Sky was relieved. The telling off about that bit hadn’t been so bad as she had feared.
“Well, anyway, once I knew what it was all about, I was able to be a proper friend, and help her with anything that might give her away. And I was able to tell her all about myself, as well. That made having her as a friend special. I can’t tell my other friends about the Metalkind and growing from a baby to age twelve in a single day.”
“Does that bother you, not being able to talk to others about where you came from?”
“Not really, but it WAS nice having somebody who I could confide in. I hoped she would stay around a lot longer. It would have been nice to do our exams together. But last week she got a message from her mother.”
Sarah-Jane raised an eyebrow but said nothing. She waited for Sky to tell her the rest.
“It was the first time she'd had ANY message at all from her world. And it was really brilliant news. Aradi was dead. He went too far trying to rule like a tyrant. There was an uprising and he was executed. The people wanted Andrea back as their new Queen. They were sending a ship to bring her home.”
Sky sighed deeply. The good news for the exiled royal was bad news for her, the end of the special friendship.
“I was glad for her. I AM glad. Two years away from her home and her real mum was hard. It was great that they were coming for her. But it had to be secret. They had found out that a secret spy had been sent to Earth to find Andrea. If he got to her before them, he would have killed her just out of spite.”
“That sounds like it was getting dangerous,” Sarah-Jane suggested. “You really should have told me at that point.”
“I know. I should have. But I did promise her I wouldn’t tell anyone, and we worked out a plan. The ship would be in orbit on Sunday and they would send down a shuttle to Hampstead Heath.
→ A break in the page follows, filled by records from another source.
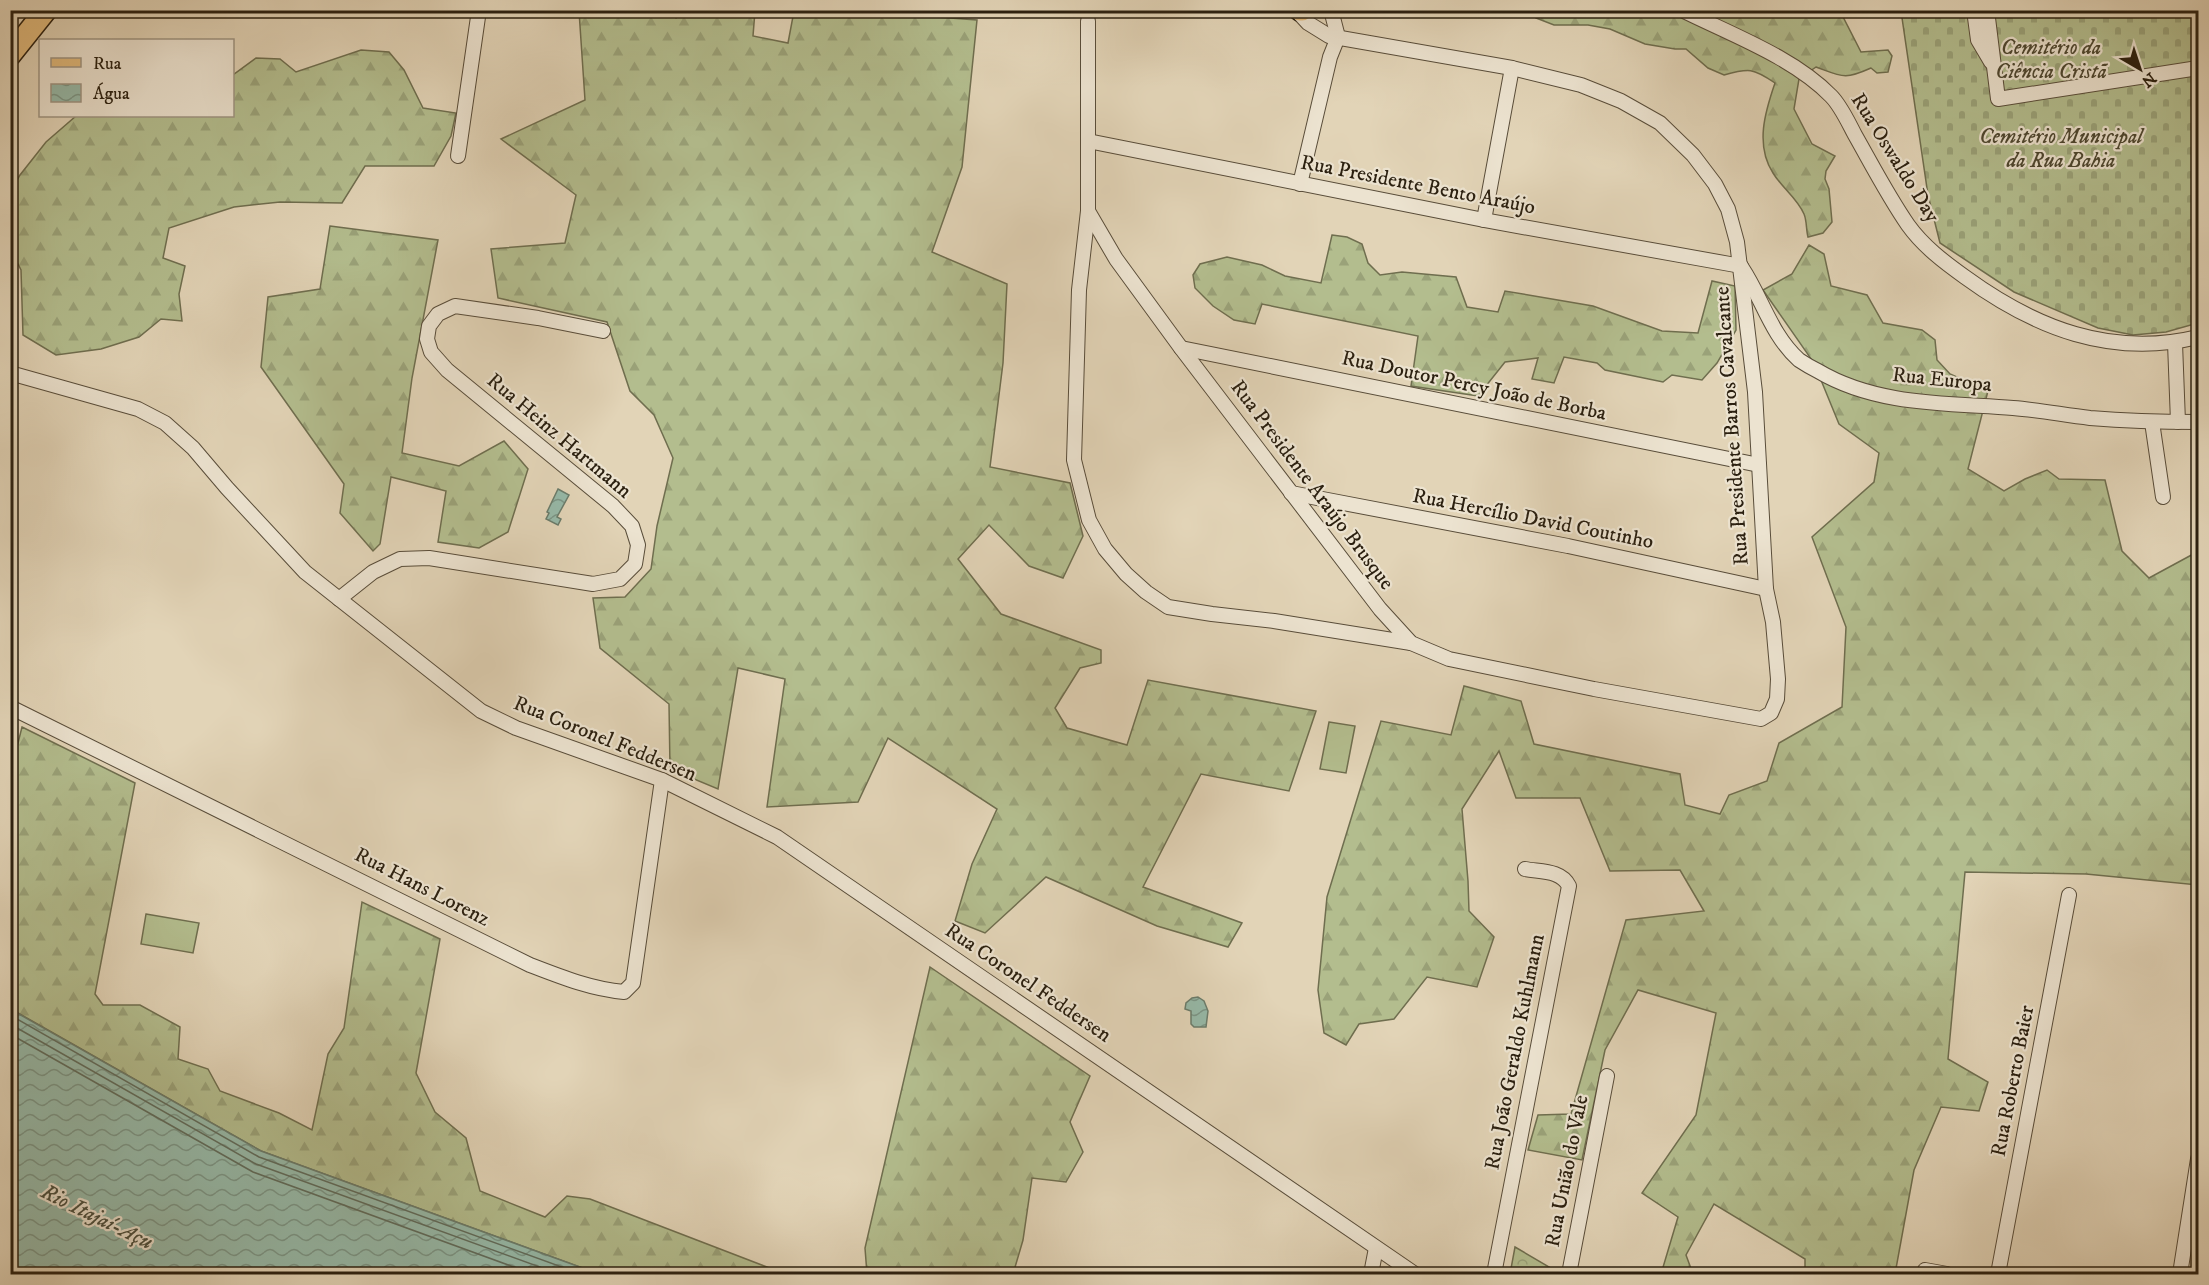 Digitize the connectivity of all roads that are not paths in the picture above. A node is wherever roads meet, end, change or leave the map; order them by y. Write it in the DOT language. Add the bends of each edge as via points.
graph roads {
  1 [pos="46,10"];
  2 [pos="479,10"];
  3 [pos="1296,10"];
  4 [pos="1331,10"];
  5 [pos="1682,10"];
  6 [pos="1974,10"];
  7 [pos="1987,10"];
  8 [pos="1088,21"];
  9 [pos="1338,37"];
  10 [pos="1985,39"];
  11 [pos="10,56"];
  12 [pos="1512,68"];
  13 [pos="2199,68"];
  14 [pos="1088,141"];
  15 [pos="458,156"];
  16 [pos="1300,184"];
  17 [pos="1088,211"];
  18 [pos="1484,220"];
  19 [pos="1741,266"];
  20 [pos="603,331"];
  21 [pos="2199,337"];
  22 [pos="2175,343"];
  23 [pos="1181,348"];
  24 [pos="10,373"];
  25 [pos="2152,422"];
  26 [pos="2178,422"];
  27 [pos="2199,422"];
  28 [pos="1759,465"];
  29 [pos="1291,494"];
  30 [pos="2163,497"];
  31 [pos="1766,589"];
  32 [pos="339,599"];
  33 [pos="1411,643"];
  34 [pos="10,707"];
  35 [pos="1761,719"];
  36 [pos="662,780"];
  37 [pos="1525,870"];
  38 [pos="2069,895"];
  39 [pos="1607,1076"];
  40 [pos="2199,1159"];
  41 [pos="1376,1248"];
  42 [pos="1925,1270"];
  43 [pos="1371,1275"];
  44 [pos="1415,1275"];
  45 [pos="1494,1275"];
  46 [pos="1569,1275"];
  47 [pos="1947,1275"];
  48 [pos="1998,1275"];
  49 [pos="2180,1275"];
  1 -- 11 [label="main road"];
  2 -- 15 [label="street"];
  3 -- 9 [label="street, Rua Presidente Barros Cavalcante" via="1320,32"];
  4 -- 9 [label="street"];
  5 -- 22 [label="street, Rua Oswaldo Day" via="1780,58 1832,97 1909,227 1937,256 1994,298 2073,335 2116,344"];
  6 -- 10 [label="street"];
  7 -- 10 [label="street"];
  8 -- 14 [label="street"];
  9 -- 12 [label="street, Rua Presidente Barros Cavalcante"];
  9 -- 16 [label="street"];
  10 -- 13 [label="street" via="1998,99"];
  12 -- 18 [label="street"];
  12 -- 19 [label="street, Rua Presidente Barros Cavalcante" via="1581,85 1660,123 1693,155 1715,184 1728,209"];
  14 -- 16 [label="street, Rua Presidente Bento Araújo"];
  14 -- 17 [label="street"];
  16 -- 18 [label="street, Rua Presidente Bento Araújo"];
  17 -- 23 [label="street, Rua Presidente Araújo Brusque" via="1116,259"];
  17 -- 33 [label="street" via="1079,290 1074,460 1089,520 1105,549 1126,574 1168,606"];
  18 -- 19 [label="street, Rua Presidente Bento Araújo"];
  19 -- 25 [label="street, Rua Europa" via="1778,336 1800,360 1863,392 1930,403"];
  19 -- 28 [label="street, Rua Presidente Barros Cavalcante"];
  20 -- 32 [label="street, Rua Heinz Hartmann" via="454,306 438,314 429,326 427,339 431,352 447,370 613,506 632,526 638,544 635,564 620,579 593,584 429,558 400,559 373,572"];
  21 -- 22 [label="street, Rua Oswaldo Day"];
  22 -- 26 [label="street"];
  23 -- 28 [label="street, Rua Doutor Percy João de Borba"];
  23 -- 29 [label="street, Rua Presidente Araújo Brusque"];
  24 -- 32 [label="street, Rua Coronel Feddersen" via="138,409 165,423 193,448 305,572"];
  25 -- 26 [label="street, Rua Europa"];
  25 -- 30 [label="street"];
  26 -- 27 [label="street, Rua Europa"];
  28 -- 31 [label="street, Rua Presidente Barros Cavalcante"];
  29 -- 31 [label="street, Rua Hercílio David Coutinho" via="1557,544"];
  29 -- 33 [label="street, Rua Presidente Araújo Brusque"];
  31 -- 35 [label="street, Rua Presidente Barros Cavalcante" via="1778,679 1777,699 1771,713"];
  32 -- 36 [label="street, Rua Coronel Feddersen" via="481,711 516,728"];
  33 -- 35 [label="street, Rua Presidente Araújo Brusque" via="1449,659"];
  34 -- 36 [label="street, Rua Hans Lorenz" via="530,965 581,984 615,991 624,992 633,983"];
  36 -- 41 [label="street, Rua Coronel Feddersen" via="777,837"];
  37 -- 45 [label="street, Rua João Geraldo Kuhlmann" via="1556,874 1569,886"];
  38 -- 48 [label="street, Rua Roberto Baier"];
  39 -- 46 [label="street, Rua União do Vale"];
  40 -- 49 [label="street"];
  41 -- 43 [label="street"];
  41 -- 44 [label="street, Rua Coronel Feddersen"];
  42 -- 47 [label="street"];
}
There are plenty of places there to hide a cloaked ship, and they can do it quietly without loads of UFO conspiracy nuts turning up. She just had to get there and wait. But, obviously, that was a bit scary for her on her own, especially getting the trains.”
“A young girl on Hampstead Heath by herself… even without alien assassins that’s not the best of ideas. I’m not sure two of you was much better. You really SHOULD have told me.”
“It was a bit scary. It’s quiet on the Heath, but at the same time, it’s not. There were people around. Some of them were men who were a bit creepy. But I don’t think any of them were aliens, just ordinary creeps. We were told to go to the Hampstead Ponds. It was very quiet there. Nobody wants to swim in February. We sat on a bench and had crisps and pop. Andrea said she probably wouldn’t get to eat crisps again. They have different food on her world, especially for queens. She said she was a bit scared about being the Queen. It’s a big job, and it didn’t end well for the King, after all. And she is really young. Way younger than any of the queens we’ve had in English history. We talked a lot about how she was going to do it. I tried to be reassuring, telling her that she was born to be queen, and there would be her mother and plenty of other people there to help her. What I really wanted to say was ‘stay here and do your o’levels and be an ordinary girl and be my best friend’, but I knew I couldn’t.”
Sky was crying softly as she described doing ‘the right thing’ instead of what she really wanted.
“That’s called being grown up and sensible, and very unselfish,” Sarah-Jane assured her. “And, by the way, I know this is how you cry when you’re really unhappy, not the way you did in Mr Chandra’s office when you just wanted them to stop asking awkward questions. It’s a good act, handy in situations like that. But remember I know the difference.”
Sky laughed through her tears before going on.
“We were there for ages, and we were starting to wonder if they were coming, when we heard a weird noise. Then the water on the mixed bathing pond rippled as if there was a wind just above it. The shuttle was there, in cloaked mode. A door opened in empty air and a stairway came down…. A royal stairway in Cadastrian blue. A load of soldiers came down like an honour guard, and a man in blue robes carrying a crown on a cushion. It was a really fancy crown, with huge jewels in it and lined with blue velvet. All I remember thinking was that it really was a good job nobody was around to see all of this going on. But, anyway, the man came to us while we were still sitting on the bench and started to kneel in front of Andrea, calling her the rightful queen and everything, and acting as if the old bench was a golden throne. Andrea called him Lord Assiba, and told me he was the High Chamberlain of the Dastrian Court.”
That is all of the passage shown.